Stored data:
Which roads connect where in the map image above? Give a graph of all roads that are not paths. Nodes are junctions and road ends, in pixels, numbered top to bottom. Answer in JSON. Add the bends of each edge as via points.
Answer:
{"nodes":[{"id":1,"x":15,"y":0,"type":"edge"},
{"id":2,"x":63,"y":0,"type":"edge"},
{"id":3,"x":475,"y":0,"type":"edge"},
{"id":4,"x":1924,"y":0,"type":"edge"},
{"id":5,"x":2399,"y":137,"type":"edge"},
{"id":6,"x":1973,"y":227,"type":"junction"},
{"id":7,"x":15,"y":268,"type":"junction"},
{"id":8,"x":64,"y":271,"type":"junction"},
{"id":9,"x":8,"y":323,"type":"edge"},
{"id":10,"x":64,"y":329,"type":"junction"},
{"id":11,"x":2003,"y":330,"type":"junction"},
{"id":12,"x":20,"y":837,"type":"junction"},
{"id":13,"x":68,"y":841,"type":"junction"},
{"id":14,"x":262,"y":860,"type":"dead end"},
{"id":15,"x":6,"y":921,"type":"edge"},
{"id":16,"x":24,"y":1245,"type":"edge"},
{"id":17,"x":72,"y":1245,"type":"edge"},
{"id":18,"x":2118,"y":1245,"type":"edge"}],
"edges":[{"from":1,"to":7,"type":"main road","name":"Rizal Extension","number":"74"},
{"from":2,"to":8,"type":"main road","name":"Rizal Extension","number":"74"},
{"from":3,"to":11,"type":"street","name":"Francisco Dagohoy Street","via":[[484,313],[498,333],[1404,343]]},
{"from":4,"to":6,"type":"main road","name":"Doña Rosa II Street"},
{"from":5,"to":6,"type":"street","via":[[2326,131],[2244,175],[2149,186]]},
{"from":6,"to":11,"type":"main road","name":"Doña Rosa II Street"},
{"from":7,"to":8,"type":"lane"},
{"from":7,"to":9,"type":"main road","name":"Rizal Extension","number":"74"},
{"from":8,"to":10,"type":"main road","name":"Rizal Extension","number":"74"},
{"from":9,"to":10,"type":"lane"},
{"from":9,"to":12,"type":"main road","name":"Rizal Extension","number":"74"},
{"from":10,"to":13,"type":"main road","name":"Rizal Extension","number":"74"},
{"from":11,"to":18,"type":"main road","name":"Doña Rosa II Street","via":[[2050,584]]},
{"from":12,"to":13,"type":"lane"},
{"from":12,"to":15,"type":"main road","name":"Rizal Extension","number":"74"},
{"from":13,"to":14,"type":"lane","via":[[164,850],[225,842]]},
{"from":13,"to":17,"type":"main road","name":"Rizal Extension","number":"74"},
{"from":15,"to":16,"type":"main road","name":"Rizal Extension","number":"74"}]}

What to work on:
Check each line above for the word "Answer", and copy the lines where it appears.

Solution for this problem:
Which roads connect where in the map image above? Give a graph of all roads that are not paths. Nodes are junctions and road ends, in pixels, numbered top to bottom. Answer in JSON. Add the bends of each edge as via points.
Answer:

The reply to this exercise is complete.